Originally built as a key entry point to Unter den Linden, which led to the Prussian palace, the gate came to symbolize Berlin’s division into East and West during the Cold War, and since the fall of the Wall, a reunified Germany.
Aside from boasting a fascinating historical significance, the Bradenburg Gate dazzles visitors with its impressive architectural features. Designed by German architect Carl G. Langhans, who was strongly inspired by the Propylaea of the Athenian Acropolis, the monument is composed of 12 Doric columns that create five portals and is decorated with reliefs and sculptures designed by Gottfried Schadow. At the top, there’s a statue known as the “Quadriga,” which depicted the goddess of victory driving a chariot pulled by four horses. A masterpiece of neoclassical architecture!
Address: Pariser Platz, 10117
After marveling at the grandiose Brandenburg Gate, make your move to the history-filled Reichstag. Originally constructed in 1894 to house the Imperial Diet (German: Reichstag) of the German Empire, the building was severely damaged in 1933 after being set on fire, and fell into disuse after World War II.

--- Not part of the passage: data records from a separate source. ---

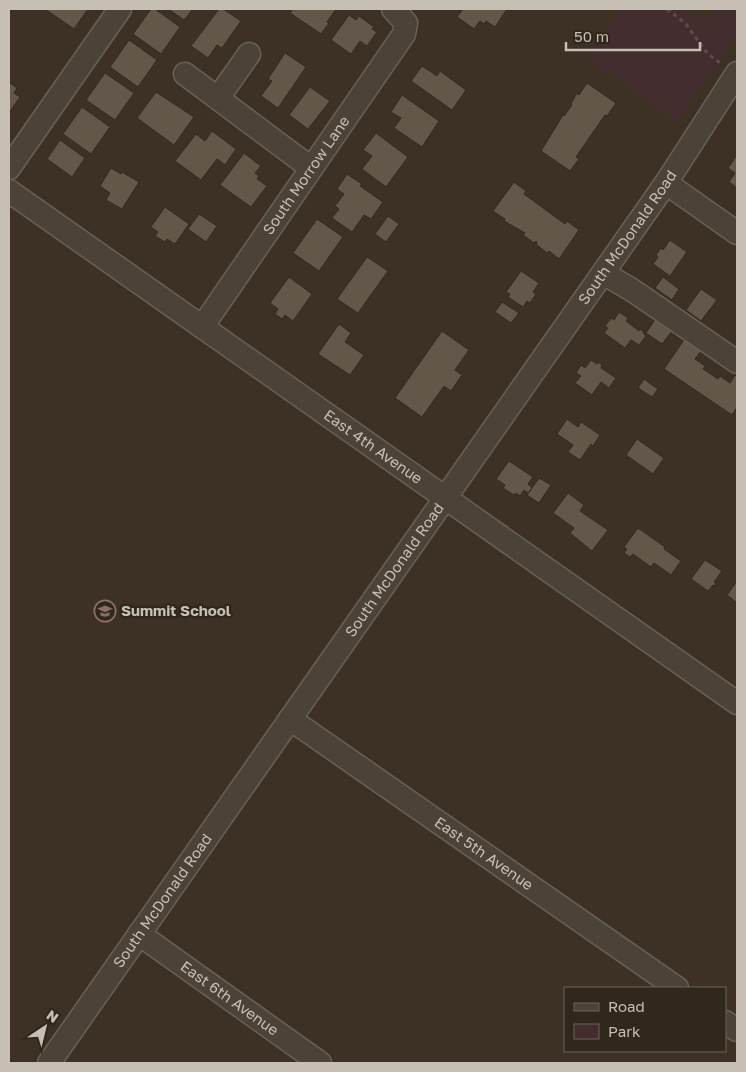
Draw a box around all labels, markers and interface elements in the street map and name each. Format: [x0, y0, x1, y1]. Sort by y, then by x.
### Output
scale bar [566, 20, 700, 52]
text: 50 m [574, 27, 609, 45]
street label: South Morrow Lane [258, 112, 353, 238]
street label: South McDonald Road [574, 167, 680, 308]
street label: East 4th Avenue [321, 405, 427, 487]
street label: South McDonald Road [341, 499, 447, 640]
school or university icon: Summit School [93, 599, 117, 623]
place label: Summit School [121, 601, 231, 619]
street label: East 5th Avenue [432, 812, 537, 894]
street label: South McDonald Road [109, 830, 215, 971]
street label: East 6th Avenue [177, 957, 283, 1039]
legend [564, 987, 726, 1052]
text: Road [608, 997, 645, 1015]
north arrow [20, 1002, 70, 1052]
text: N [44, 1006, 62, 1026]
text: Park [608, 1022, 641, 1040]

The Reichstag building was fully restored after the German reunification, in 1990, when it underwent a reconstruction led by renowned architect Norman Foster. Now, this century-old construction is the official seat of the Bundestag, the lower house of the German parliament, making it one of the most important historical buildings in Berlin.
If you plan on visiting the Reichstag, be sure to check out the building’s 800-ton steel and glass dome, which boasts an observation deck from where visitors can enjoy fabulous views of Berlin.

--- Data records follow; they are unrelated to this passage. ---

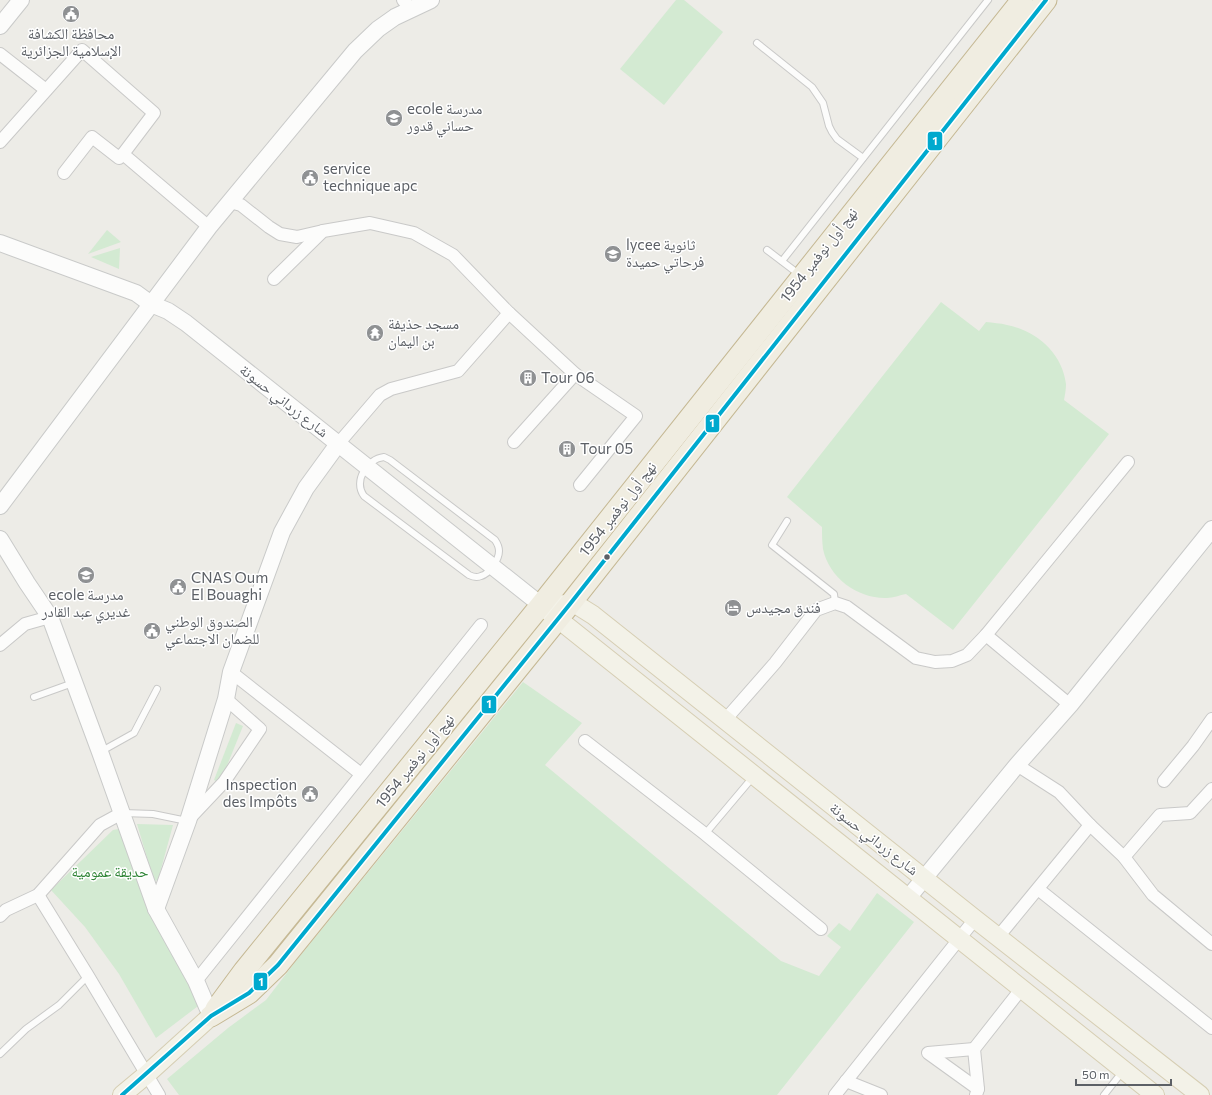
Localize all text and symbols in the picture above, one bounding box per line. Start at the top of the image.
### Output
public building icon: محافظة الكشافة الإسلامية الجزائرية [61,4,81,24]
place label: محافظة الكشافة الإسلامية الجزائرية [21,24,121,60]
place label: ecole مدرسة حساني قدور [406,99,482,138]
school or university icon: ecole مدرسة حساني قدور [384,108,404,128]
line badge: 1 [927,131,943,151]
text: 1 [933,134,938,147]
place label: service technique apc [323,159,417,194]
public building icon: service technique apc [300,168,320,188]
street label: نهج أول نوفمبر 1954 [776,203,862,307]
place label: lycee ثانوية فرحاتي حميدة [626,235,704,274]
school or university icon: lycee ثانوية فرحاتي حميدة [603,244,623,264]
place label: مسجد حذيفة بن اليمان [388,314,459,351]
temple icon: مسجد حذيفة بن اليمان [365,323,385,343]
street label: شارع زرداني حسونة [234,360,333,443]
building icon: Tour 06 [518,368,538,388]
place label: Tour 06 [541,368,595,386]
line badge: 1 [705,414,720,433]
text: 1 [710,416,715,429]
building icon: Tour 05 [557,439,577,459]
place label: Tour 05 [580,439,633,457]
street label: نهج أول نوفمبر 1954 [575,457,661,561]
unlabelled marker [602,552,612,562]
school or university icon: ecole مدرسة غديري عبد القادر [76,565,96,585]
place label: CNAS Oum El Bouaghi [191,568,268,603]
public building icon: CNAS Oum El Bouaghi [168,577,188,597]
place label: ecole مدرسة غديري عبد القادر [41,585,131,624]
hotel icon: فندق مجيدس [723,598,743,618]
place label: فندق مجيدس [746,598,821,618]
place label: الصندوق الوطني للضمان الاجتماعي [165,612,259,651]
public building icon: الصندوق الوطني للضمان الاجتماعي [142,621,162,641]
line badge: 1 [481,695,497,714]
text: 1 [487,697,492,710]
street label: نهج أول نوفمبر 1954 [371,710,459,812]
place label: Inspection des Impôts [223,775,297,810]
public building icon: Inspection des Impôts [300,784,320,804]
street label: شارع زرداني حسونة [824,798,923,881]
park label: حديقة عمومية [71,862,149,881]
line badge: 1 [253,972,268,991]
text: 1 [259,975,264,988]
scale bar [1076,1061,1171,1087]
text: 50 m [1082,1067,1110,1081]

Address: Platz der Republik 1, 11011
East Side Gallery
While most of the Berlin Wall was destroyed in 1989, it’s still possible to visit one of its remaining stretches, the East Side Gallery, which is the ultimate symbol of the German reunification.
Located between the Berlin Ostbahnhof and the Oberbaumbrücke, along the Spree River, the 0,80-mile section of the wall was transformed into an open-air gallery — the longest in the world — featuring around 100 graffiti paintings by artists from around the world.
One of East Side Gallery’s most irreverent paintings is “My God, Help Me to Survive This Deadly Love”, which depicts the Soviet politician Leonid Brezhnev kissing the leader of the GDR Erich Honecker.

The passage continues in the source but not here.